### WHAT TO PRODUCE
Among the entries below, count the lines containing the string "Ollantaytambo". Only the count is needed.

### DATA EXTRACT
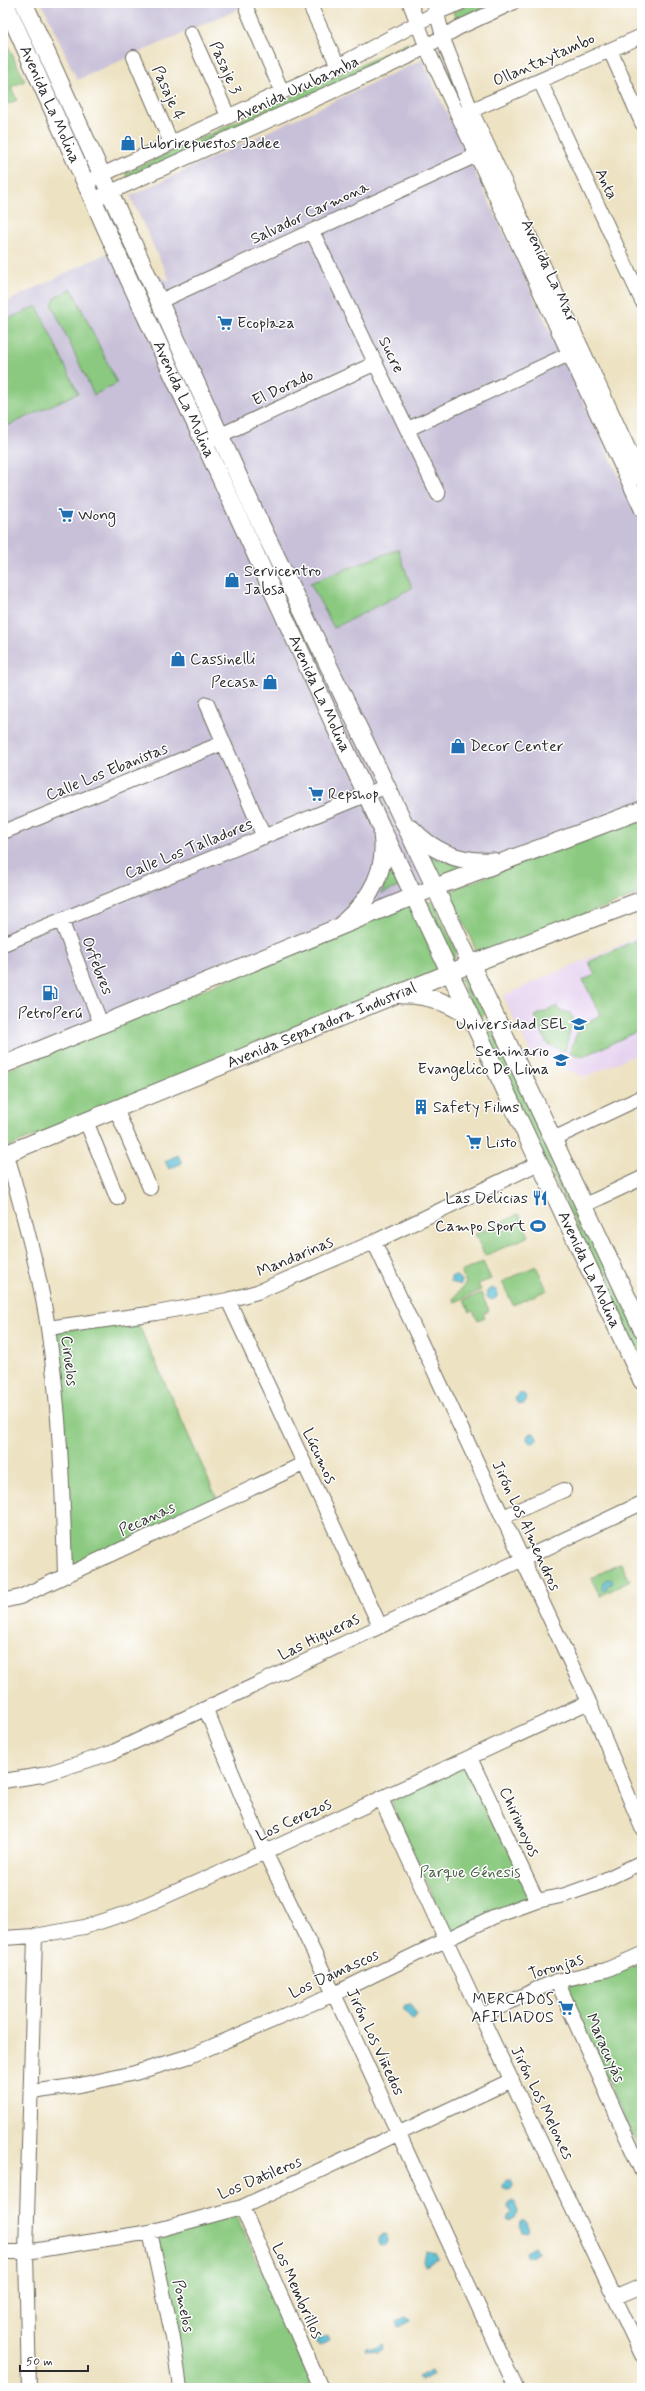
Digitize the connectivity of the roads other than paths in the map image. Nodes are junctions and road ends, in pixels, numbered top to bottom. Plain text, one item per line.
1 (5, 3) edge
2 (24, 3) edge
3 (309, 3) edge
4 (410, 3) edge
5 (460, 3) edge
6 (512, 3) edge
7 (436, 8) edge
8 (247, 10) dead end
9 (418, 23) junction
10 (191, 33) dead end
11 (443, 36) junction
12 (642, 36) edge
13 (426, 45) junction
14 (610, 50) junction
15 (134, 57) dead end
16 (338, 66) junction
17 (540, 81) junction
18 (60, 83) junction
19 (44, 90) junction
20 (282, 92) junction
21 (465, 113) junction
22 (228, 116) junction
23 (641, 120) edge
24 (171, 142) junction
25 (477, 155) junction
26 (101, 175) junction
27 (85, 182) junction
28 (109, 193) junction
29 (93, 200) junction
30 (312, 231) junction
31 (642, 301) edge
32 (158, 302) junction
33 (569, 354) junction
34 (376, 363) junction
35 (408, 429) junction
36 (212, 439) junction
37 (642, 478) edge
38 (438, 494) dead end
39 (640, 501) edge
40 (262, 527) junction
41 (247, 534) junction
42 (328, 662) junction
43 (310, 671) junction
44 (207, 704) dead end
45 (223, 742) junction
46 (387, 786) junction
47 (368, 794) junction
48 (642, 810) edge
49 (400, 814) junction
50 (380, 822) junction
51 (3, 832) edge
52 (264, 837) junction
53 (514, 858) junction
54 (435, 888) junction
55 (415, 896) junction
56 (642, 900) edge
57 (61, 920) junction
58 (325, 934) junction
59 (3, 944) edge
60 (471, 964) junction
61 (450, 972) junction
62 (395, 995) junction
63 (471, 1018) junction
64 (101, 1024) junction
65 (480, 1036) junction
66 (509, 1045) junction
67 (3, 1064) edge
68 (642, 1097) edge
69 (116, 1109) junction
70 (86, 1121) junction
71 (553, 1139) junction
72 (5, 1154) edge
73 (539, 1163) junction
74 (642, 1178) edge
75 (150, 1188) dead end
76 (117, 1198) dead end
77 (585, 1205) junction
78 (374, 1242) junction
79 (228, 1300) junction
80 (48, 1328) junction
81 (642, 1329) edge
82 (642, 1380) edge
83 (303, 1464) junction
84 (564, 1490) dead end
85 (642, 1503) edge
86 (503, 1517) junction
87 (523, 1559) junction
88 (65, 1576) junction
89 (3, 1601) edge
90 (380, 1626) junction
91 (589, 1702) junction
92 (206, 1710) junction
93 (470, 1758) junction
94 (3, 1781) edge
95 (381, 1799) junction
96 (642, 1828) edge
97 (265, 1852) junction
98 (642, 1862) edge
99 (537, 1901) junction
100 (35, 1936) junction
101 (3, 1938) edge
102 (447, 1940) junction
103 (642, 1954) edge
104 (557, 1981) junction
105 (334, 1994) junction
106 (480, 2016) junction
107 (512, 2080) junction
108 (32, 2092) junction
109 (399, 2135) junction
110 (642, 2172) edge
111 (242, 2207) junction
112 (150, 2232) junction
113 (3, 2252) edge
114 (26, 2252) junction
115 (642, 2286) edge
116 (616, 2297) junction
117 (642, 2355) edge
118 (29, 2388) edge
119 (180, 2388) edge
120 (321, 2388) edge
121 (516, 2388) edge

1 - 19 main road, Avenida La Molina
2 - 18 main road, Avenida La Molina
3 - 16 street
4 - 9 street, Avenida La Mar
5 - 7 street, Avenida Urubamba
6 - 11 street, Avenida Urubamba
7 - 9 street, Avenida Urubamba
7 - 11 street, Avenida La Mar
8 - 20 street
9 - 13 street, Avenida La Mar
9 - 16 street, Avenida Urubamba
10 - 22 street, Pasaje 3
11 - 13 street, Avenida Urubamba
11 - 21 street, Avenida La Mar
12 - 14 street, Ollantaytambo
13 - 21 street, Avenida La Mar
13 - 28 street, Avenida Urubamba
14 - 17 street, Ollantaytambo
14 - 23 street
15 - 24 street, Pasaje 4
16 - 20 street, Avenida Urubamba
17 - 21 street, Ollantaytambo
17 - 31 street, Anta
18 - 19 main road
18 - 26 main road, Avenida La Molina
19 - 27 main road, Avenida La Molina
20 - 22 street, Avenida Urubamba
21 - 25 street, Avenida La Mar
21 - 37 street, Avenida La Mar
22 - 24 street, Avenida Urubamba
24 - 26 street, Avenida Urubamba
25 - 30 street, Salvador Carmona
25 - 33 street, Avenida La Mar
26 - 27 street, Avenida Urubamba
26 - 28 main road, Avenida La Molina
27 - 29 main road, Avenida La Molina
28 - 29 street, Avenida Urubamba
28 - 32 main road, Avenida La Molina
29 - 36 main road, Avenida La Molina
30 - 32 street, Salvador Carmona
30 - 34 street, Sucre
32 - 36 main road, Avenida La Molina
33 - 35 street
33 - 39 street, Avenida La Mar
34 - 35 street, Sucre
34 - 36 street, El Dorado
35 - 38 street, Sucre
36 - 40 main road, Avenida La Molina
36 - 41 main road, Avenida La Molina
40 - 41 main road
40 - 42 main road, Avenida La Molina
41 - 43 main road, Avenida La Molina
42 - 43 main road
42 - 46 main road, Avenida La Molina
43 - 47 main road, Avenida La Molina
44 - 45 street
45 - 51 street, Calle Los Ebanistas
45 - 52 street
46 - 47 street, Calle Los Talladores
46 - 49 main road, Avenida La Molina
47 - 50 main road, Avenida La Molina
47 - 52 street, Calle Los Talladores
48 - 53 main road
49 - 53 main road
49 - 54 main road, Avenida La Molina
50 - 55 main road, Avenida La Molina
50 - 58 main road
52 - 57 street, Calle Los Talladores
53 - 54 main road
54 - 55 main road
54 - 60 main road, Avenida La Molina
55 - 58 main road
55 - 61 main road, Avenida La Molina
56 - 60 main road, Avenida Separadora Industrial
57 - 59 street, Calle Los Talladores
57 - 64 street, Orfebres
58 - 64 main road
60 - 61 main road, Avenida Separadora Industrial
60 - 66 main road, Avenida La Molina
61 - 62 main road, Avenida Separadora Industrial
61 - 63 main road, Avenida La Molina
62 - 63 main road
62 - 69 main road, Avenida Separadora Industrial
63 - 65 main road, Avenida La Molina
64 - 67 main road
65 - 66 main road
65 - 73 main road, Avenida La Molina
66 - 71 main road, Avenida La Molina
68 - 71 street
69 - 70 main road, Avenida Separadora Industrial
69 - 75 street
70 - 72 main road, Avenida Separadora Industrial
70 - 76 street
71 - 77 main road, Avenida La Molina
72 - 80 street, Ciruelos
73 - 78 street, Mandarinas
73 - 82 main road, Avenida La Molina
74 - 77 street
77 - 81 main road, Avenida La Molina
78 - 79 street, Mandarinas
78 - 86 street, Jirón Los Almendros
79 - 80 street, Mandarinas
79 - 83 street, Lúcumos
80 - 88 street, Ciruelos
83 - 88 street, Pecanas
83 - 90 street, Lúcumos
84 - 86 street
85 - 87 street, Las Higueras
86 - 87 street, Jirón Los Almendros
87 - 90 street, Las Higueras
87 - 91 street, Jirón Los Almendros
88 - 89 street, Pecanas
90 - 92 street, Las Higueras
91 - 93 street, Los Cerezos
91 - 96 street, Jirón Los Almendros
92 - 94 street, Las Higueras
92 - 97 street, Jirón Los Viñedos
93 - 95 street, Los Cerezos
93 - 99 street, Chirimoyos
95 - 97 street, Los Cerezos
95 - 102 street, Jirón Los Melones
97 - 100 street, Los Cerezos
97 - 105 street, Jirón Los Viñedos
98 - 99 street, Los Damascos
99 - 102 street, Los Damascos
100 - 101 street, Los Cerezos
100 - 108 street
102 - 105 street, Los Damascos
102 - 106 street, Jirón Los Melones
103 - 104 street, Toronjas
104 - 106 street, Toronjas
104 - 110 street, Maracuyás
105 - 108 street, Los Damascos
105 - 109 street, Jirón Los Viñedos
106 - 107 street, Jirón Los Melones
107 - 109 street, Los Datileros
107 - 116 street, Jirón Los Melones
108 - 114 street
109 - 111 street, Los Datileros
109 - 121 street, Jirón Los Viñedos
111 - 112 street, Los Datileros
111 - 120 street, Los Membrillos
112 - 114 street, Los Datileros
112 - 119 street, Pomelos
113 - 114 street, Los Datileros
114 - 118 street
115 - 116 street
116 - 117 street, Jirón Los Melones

### ANSWER
3